At first the question will probably emerge: "What actually means SENTINEL?". Sentinel is a guard. A sentinel lymphnode is the first lymphnode in the lymphatic system of a mamma carcinoma, i.e. of a breast. It has the largest probability of a metastatic infestation, should such be present.
With the surgery of a breast cancer, it was so far usual to remove the axilla lymphnodes for security. However it appeared that in the majority of women operated in such a way, the lymphnodes were not at all attacked, so it would not have been necessary to remove so many, and to accept the side effects (like movement restriction, lymph edema).
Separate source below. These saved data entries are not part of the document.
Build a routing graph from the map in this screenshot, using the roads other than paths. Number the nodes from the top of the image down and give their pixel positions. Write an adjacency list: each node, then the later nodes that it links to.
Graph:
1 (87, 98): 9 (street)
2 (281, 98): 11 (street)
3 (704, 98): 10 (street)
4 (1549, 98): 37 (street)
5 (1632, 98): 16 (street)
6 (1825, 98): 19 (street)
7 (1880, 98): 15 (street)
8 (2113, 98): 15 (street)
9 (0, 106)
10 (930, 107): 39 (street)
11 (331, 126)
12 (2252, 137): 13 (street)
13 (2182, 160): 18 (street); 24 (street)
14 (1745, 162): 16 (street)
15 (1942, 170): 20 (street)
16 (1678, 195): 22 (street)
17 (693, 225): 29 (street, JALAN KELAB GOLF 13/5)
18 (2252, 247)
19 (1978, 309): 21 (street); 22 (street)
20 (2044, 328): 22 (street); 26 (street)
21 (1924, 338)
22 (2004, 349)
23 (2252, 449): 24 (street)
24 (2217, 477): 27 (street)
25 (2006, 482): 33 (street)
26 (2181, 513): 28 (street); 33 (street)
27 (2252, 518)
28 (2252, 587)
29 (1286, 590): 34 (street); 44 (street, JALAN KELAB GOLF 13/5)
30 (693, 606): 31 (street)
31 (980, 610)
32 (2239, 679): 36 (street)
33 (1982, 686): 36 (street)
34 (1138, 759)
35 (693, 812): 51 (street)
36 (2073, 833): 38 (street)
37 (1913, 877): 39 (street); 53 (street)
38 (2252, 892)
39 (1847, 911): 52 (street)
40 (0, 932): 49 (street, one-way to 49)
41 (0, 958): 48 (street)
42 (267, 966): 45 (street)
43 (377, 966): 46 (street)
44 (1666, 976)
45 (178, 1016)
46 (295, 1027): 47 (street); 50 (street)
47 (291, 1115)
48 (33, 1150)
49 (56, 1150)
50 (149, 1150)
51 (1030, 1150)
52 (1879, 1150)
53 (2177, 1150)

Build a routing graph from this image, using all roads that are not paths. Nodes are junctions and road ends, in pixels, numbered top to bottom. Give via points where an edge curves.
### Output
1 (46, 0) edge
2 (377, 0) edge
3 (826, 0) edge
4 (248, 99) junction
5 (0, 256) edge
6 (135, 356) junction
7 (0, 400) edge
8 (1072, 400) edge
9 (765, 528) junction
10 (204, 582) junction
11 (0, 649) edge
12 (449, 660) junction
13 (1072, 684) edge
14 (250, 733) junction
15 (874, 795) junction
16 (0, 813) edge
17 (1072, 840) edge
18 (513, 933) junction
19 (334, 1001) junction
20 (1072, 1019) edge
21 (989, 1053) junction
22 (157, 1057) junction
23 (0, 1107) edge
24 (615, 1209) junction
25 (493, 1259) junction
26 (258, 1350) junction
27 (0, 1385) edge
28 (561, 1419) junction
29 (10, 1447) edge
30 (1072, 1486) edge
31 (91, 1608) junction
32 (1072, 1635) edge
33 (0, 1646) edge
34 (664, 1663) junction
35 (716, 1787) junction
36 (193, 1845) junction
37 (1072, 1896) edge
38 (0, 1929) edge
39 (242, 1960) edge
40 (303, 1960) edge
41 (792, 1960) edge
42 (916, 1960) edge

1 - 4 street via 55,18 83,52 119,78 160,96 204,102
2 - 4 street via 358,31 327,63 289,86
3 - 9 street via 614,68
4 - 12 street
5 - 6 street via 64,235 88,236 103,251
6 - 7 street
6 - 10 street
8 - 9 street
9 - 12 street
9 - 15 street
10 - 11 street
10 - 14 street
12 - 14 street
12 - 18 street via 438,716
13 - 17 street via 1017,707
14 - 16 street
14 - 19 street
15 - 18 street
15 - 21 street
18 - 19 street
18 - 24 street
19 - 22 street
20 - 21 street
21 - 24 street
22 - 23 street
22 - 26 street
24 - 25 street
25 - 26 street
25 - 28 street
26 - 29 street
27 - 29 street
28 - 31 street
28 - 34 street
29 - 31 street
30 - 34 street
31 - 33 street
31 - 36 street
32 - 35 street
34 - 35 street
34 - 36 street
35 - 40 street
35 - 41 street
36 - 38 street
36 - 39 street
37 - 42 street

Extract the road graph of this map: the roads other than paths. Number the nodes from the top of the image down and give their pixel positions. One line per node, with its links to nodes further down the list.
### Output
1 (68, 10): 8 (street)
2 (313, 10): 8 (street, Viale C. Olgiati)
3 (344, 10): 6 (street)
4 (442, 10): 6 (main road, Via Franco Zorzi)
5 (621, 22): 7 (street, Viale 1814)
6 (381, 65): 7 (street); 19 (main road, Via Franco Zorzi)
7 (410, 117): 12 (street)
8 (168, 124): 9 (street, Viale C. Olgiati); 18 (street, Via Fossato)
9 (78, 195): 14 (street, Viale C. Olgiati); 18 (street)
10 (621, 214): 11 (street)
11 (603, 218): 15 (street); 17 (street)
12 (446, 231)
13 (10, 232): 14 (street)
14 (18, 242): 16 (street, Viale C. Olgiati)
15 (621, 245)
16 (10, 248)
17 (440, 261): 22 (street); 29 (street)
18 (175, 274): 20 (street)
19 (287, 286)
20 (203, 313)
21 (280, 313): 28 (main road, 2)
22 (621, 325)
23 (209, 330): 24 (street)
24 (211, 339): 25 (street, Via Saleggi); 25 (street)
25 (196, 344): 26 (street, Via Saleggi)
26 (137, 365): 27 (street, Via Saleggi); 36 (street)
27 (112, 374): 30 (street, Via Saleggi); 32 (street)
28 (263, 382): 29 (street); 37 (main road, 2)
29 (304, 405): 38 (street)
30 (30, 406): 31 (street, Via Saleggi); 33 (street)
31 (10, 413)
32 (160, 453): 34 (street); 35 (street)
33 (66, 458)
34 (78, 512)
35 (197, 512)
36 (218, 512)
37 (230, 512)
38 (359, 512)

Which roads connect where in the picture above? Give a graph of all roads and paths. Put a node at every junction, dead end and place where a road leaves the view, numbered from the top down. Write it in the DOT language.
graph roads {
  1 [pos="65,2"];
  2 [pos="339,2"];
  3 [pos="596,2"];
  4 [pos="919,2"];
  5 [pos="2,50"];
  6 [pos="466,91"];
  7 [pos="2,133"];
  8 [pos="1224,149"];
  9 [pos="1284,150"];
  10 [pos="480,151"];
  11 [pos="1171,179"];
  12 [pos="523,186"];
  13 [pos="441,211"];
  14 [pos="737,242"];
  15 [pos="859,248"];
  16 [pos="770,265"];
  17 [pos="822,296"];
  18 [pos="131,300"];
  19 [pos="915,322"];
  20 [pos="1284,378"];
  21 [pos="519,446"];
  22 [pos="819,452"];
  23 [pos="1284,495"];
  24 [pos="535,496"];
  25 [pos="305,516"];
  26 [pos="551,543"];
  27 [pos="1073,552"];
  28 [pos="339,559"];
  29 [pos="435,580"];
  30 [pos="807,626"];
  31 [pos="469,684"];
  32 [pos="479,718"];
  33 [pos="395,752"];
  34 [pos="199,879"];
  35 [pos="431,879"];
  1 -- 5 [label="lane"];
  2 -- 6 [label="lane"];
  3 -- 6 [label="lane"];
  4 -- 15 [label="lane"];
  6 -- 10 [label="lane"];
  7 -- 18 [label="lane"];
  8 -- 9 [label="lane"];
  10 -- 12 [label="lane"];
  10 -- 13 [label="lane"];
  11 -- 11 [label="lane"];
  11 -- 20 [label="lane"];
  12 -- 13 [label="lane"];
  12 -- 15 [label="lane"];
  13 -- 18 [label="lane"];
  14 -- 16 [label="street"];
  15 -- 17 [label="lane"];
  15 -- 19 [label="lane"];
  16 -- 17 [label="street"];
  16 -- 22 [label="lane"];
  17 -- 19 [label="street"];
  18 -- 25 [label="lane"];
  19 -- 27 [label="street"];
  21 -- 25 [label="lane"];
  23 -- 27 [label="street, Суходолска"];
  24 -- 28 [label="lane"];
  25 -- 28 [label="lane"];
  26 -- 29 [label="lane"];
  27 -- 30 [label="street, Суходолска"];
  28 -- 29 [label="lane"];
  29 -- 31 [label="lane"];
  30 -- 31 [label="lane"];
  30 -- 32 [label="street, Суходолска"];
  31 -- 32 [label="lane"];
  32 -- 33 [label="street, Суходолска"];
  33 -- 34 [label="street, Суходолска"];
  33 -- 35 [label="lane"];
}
In order to be able to limit these side effects, the sentinel lymphnode biopsy was developed, sometimes abbreviated as SLNB. The AGO-study was accomplished at the end of 2003. This means that from now on this technology should be applied, if ever possible.
Whether a sentinel lymphnode biopsy shall be made, must be already clarified before a surgery. The size of the tumor plays a role. And the axilla lymphnodes may not yet look attacked by metastases in the palpation findings and during the ultrasonic investigation (including a tissue sample in case of an enlarged lymphnode).
During the preparations for the sentinel lymphnode biopsy the day before the operation, the area of the tumor is marked with an injected radioactive substance. The lymphscintigram indicates the position of the sentinel-(= guard) lymphnodes.
At the beginning of the surgery, a blue colour is additionally injected , which tints the lymphnodes after massaging the breast. By gamma detector, the radioactive/hot and blue lymphnodes can be found and removed by a small cut (often in the armpit).
When a sentinel lymphnode biopsy has been made (even after one has come to the conclusion that the lymphnodes should be ok), a frozen section, taken during the surgery, must show whether these particular sentinel lymphnodes (several are possible) are really free of metastases.
If, nevertheless, the result shows that the sentinel lymphnodes are attacked, then further lymphnodes should be surgically removed, as has been usual up to now.
Even if the examination of the frozen section reveals that no lymphnodes are attacked, the sample will be later examined again in detail by microscope, so that each micrometastase can be found. The result of this examination is obtainable unfortunately only about one week after the surgery. With bad findings, the axilla lymphnodes should subsequently be removed.
The advantages of a sentinel lymphnode biopsy are important. Nowadays a SLNB should actually always be considered in place of a hitherto usual axilla lymphnode removal. However, this requires a hospital with a nuclear department and physicians having sufficient experience with the method.
It is thus very important to select a clinic which can carry out the sentinel method: whether it owns a nuclear department itself, or then has the possibility of co-operating with a close-lying hospital with such a department.
In this homepage (see "Ärzteinformation" in the German version) a lecture is inserted about
The lecture was intended for physicians at a yearly congress and is not quite simple for us laywomen to understand. The pictures point out the fact that a combined method with radioactive tracer (injected at the seat of the tumor the day before the surgery) and bluecolour (during the surgery rubbed into the breast tissue) excludes more likely errors when tracing the first lymphnodes. One of these methods alone is too inaccurate, wrong lymphnodes could be taken out, and the first one with the liquid from the tumor could still be inside and perhaps contain metastases.
I hope that my explanations of this method are understandable and that I can contribute to clear uncertainties.
In "Surgery" there are also surgery reports inserted with the description of my sentinel lymphnode biopsies on both sides: on the left side, five marked sentinel lymphnodes were removed, also five lymphnodes of Level I being in between; on the right side three sentinel lymphnodes were removed and also one of Level I, all without proof of a carcinoma. - Complications: one week after the surgery a large seroma in the left armpit/axilla, see , and a light smaller seroma in the right armpit had appeared.
Since I had the surgery of my breast cancer in January 2004, some years have passed - up to now without any lymph edema.
I am thus very grateful that in my case the SLNB could be carried out.